Dentro de mim existe um lugar onde vivo inteiramente só
e é lá que se renovam as nascentes que nunca secam.
P.Buch

30 de março de 2014

ACCOUNTABILITY

Accountability é uma palavra inglesa que, em português, não conseguimos traduzi-la por uma palavra só. Por isso, as empresas usam essa palavra em inglês mesmo. No livro que estou acabando de ler – Accountability – A revolução da responsabilidade pessoal, de João Cordeiro, ele define assim: “Accountability Pessoal é pegar para si a responsabilidade e gerar respostas com resultados.” Então é mais do que simplesmente responsabilidade. É pegar sua vida em suas mãos, é fazer o que tem que ser feito, é ser responsável pela sua vida, zelar por ela, cultivar relacionamentos e valores – respeito, falar a verdade, não roubar, olhar para o todo e não para seu próprio umbigo etc. Esses valores não são adquiridos de uma hora para a outra, precisamos aprender. Normalmente aprendemos com a família e depois com a escola e com a sociedade de uma maneira geral.

O autor diz que o oposto de Accountability é a “Desculpability” Essa palavra, claro, não existe também no inglês, mas ilustra bem as pessoas que usam a desculpa para todas as coisas que não conseguem realizar. Culpam os pais, o chefe, a empresa, a escola, o vizinho, os governantes – e se colocam como vítimas da própria vida. Já nascemos com a “desculpability” – percebemos isso nas crianças que culpam o irmão para não levarem a culpa. A accountability não é algo nato. Temos que desenvolver essa virtude.

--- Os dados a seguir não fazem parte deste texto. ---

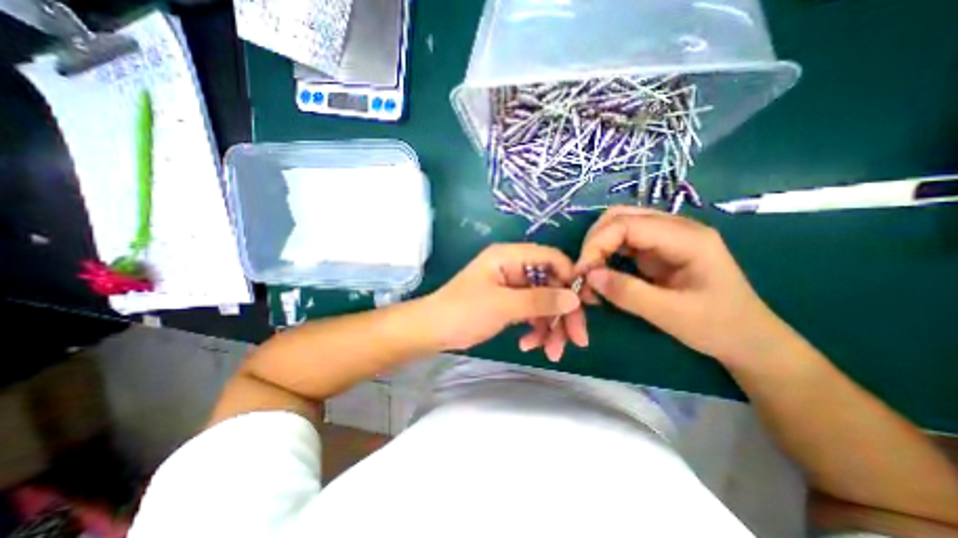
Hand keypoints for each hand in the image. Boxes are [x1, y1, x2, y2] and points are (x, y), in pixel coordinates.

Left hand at [425, 245, 587, 361]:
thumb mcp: (504, 305)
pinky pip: (531, 313)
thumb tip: (575, 298)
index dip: (571, 278)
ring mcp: (512, 286)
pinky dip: (535, 329)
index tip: (586, 304)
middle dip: (563, 313)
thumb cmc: (464, 311)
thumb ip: (540, 300)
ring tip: (552, 352)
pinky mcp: (509, 302)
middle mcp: (513, 267)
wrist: (433, 330)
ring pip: (543, 302)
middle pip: (551, 284)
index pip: (551, 258)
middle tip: (577, 340)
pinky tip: (529, 345)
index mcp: (510, 256)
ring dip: (550, 327)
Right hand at [576, 207, 784, 365]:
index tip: (581, 272)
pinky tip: (602, 272)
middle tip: (583, 271)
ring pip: (619, 226)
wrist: (748, 339)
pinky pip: (623, 242)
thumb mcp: (671, 315)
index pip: (627, 224)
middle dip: (594, 241)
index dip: (597, 243)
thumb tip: (589, 276)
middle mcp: (675, 228)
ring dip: (598, 246)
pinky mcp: (658, 249)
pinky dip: (605, 254)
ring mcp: (666, 237)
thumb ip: (627, 293)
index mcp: (687, 238)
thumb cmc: (718, 327)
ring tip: (590, 272)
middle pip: (620, 216)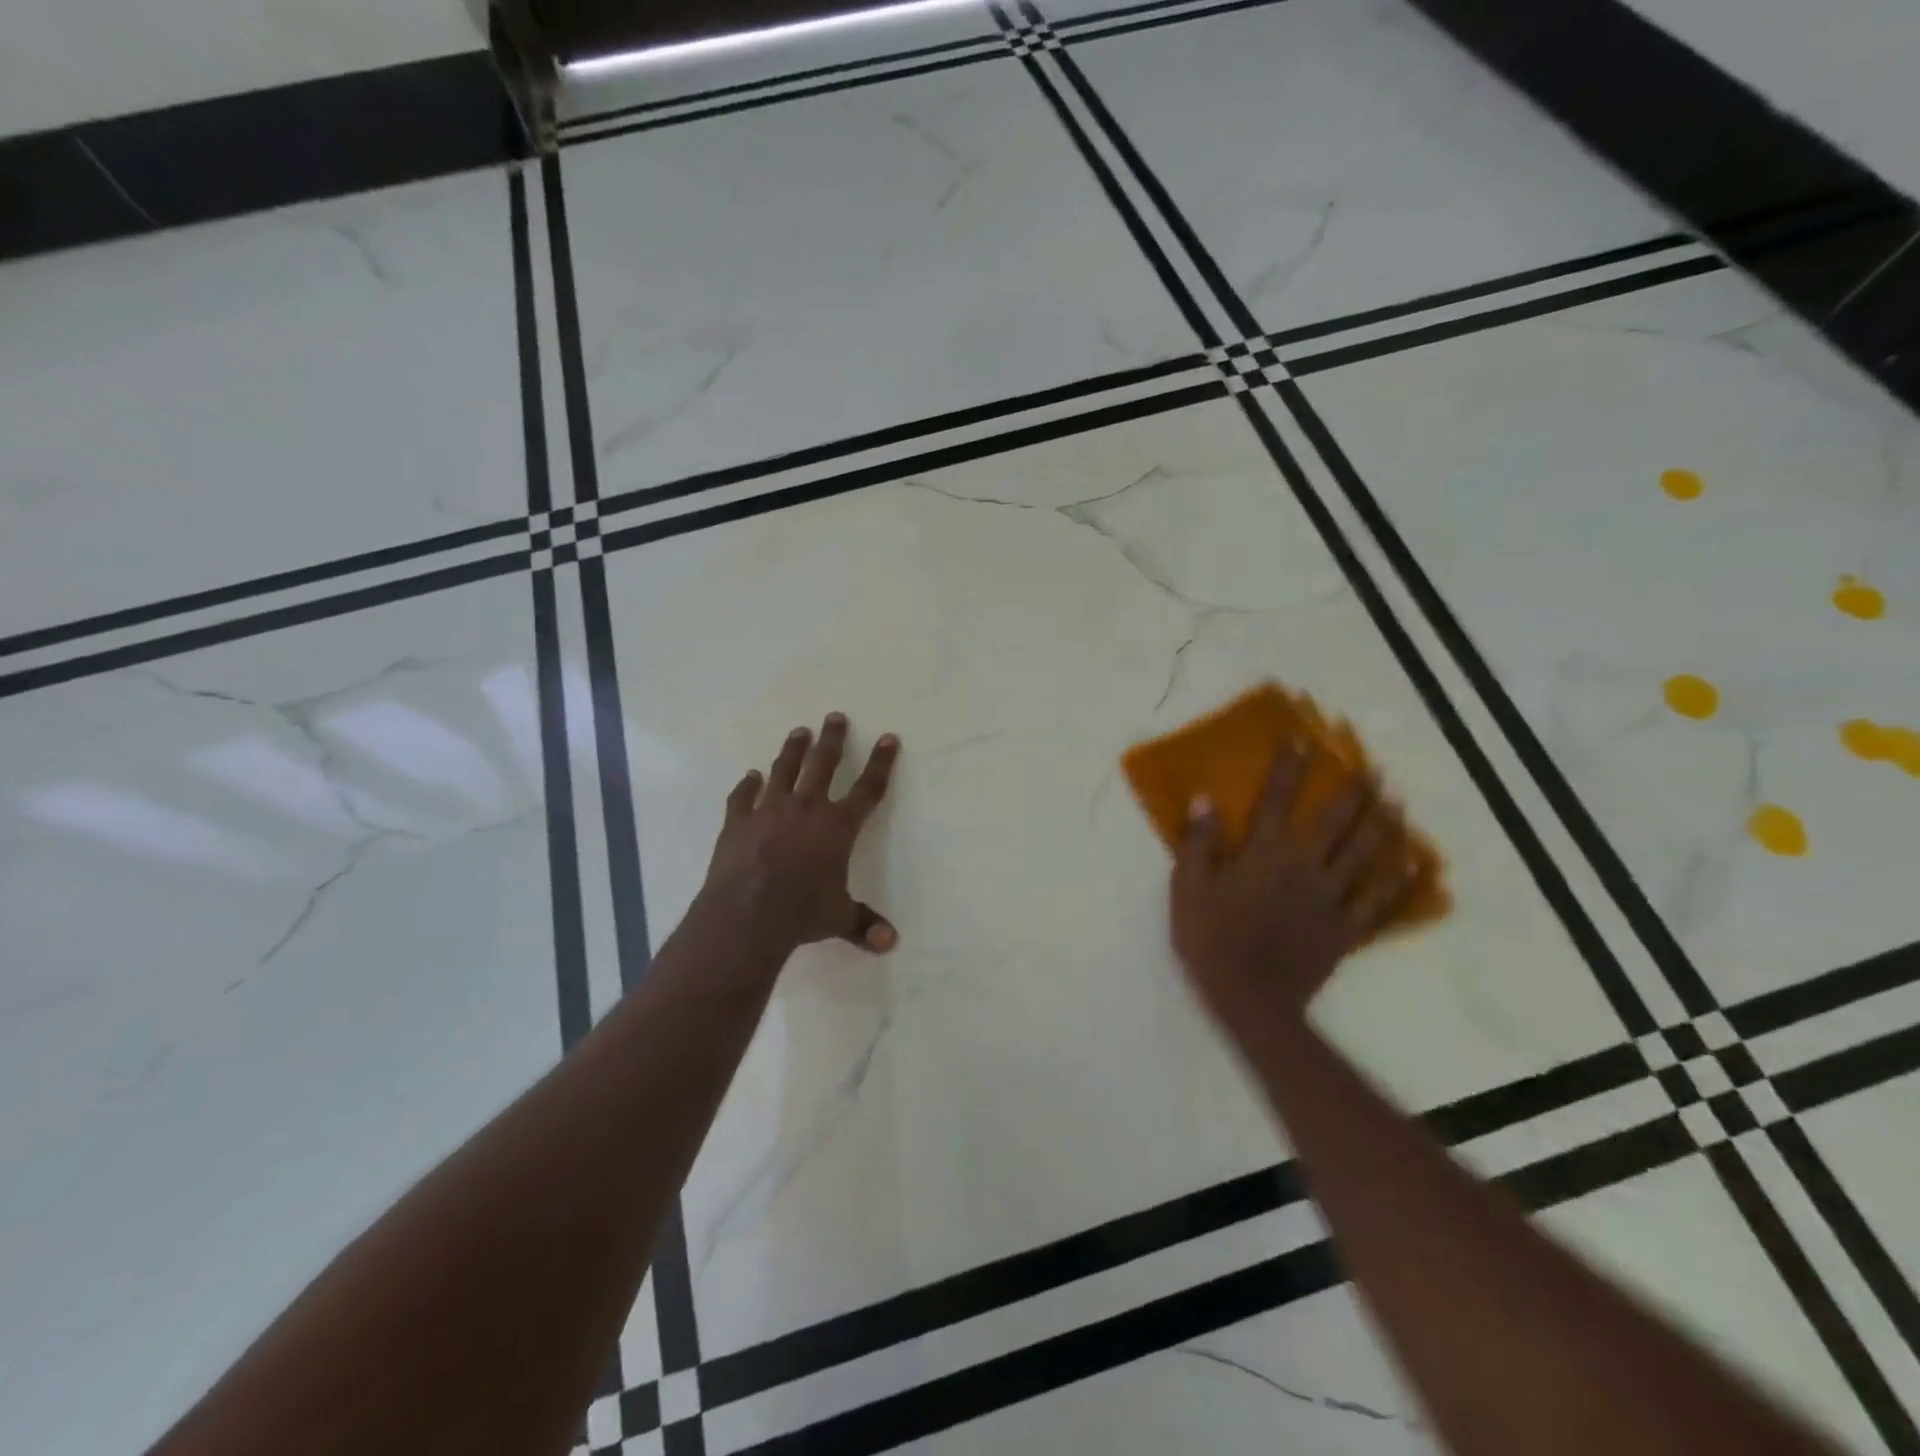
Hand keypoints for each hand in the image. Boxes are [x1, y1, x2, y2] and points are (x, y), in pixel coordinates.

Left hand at [701, 713, 900, 956]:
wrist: (747, 914)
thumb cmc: (801, 913)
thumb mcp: (838, 919)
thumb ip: (863, 925)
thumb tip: (891, 944)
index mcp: (838, 827)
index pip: (868, 789)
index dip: (880, 763)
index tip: (888, 738)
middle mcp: (806, 809)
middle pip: (824, 765)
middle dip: (833, 740)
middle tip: (835, 716)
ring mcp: (769, 811)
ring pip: (784, 771)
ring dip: (793, 750)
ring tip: (799, 732)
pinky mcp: (737, 822)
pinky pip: (743, 797)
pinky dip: (747, 786)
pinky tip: (750, 776)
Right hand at [1171, 739, 1415, 1036]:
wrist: (1250, 999)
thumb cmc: (1210, 939)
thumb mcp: (1188, 888)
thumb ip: (1198, 842)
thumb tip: (1205, 799)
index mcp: (1266, 853)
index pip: (1278, 799)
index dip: (1289, 768)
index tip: (1300, 741)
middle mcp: (1305, 866)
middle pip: (1337, 821)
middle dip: (1355, 791)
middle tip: (1374, 769)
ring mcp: (1331, 898)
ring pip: (1364, 854)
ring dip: (1383, 824)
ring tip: (1398, 802)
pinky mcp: (1346, 928)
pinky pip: (1379, 900)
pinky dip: (1397, 880)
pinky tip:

Alguns exemplos de “desculpability”

- Na empresa: “Meu chefe não me avisou...”, “O sistema estava fora do ar...”; “Não recebi o e-mail...”; “Eu não sabia...”; “Sempre foi feito assim...”; “Eu só fiz o que me mandaram...”; “Eu fiz a minha parte...” etc.’

- Na vida pessoal: “Nunca estudei porque era pobre quando criança...”; Não consigo outro trabalho porque o mercado não está aquecido”; “Não sou feliz porque não tenho um namorado”; “Eu queria fazer, mas, mas, mas...”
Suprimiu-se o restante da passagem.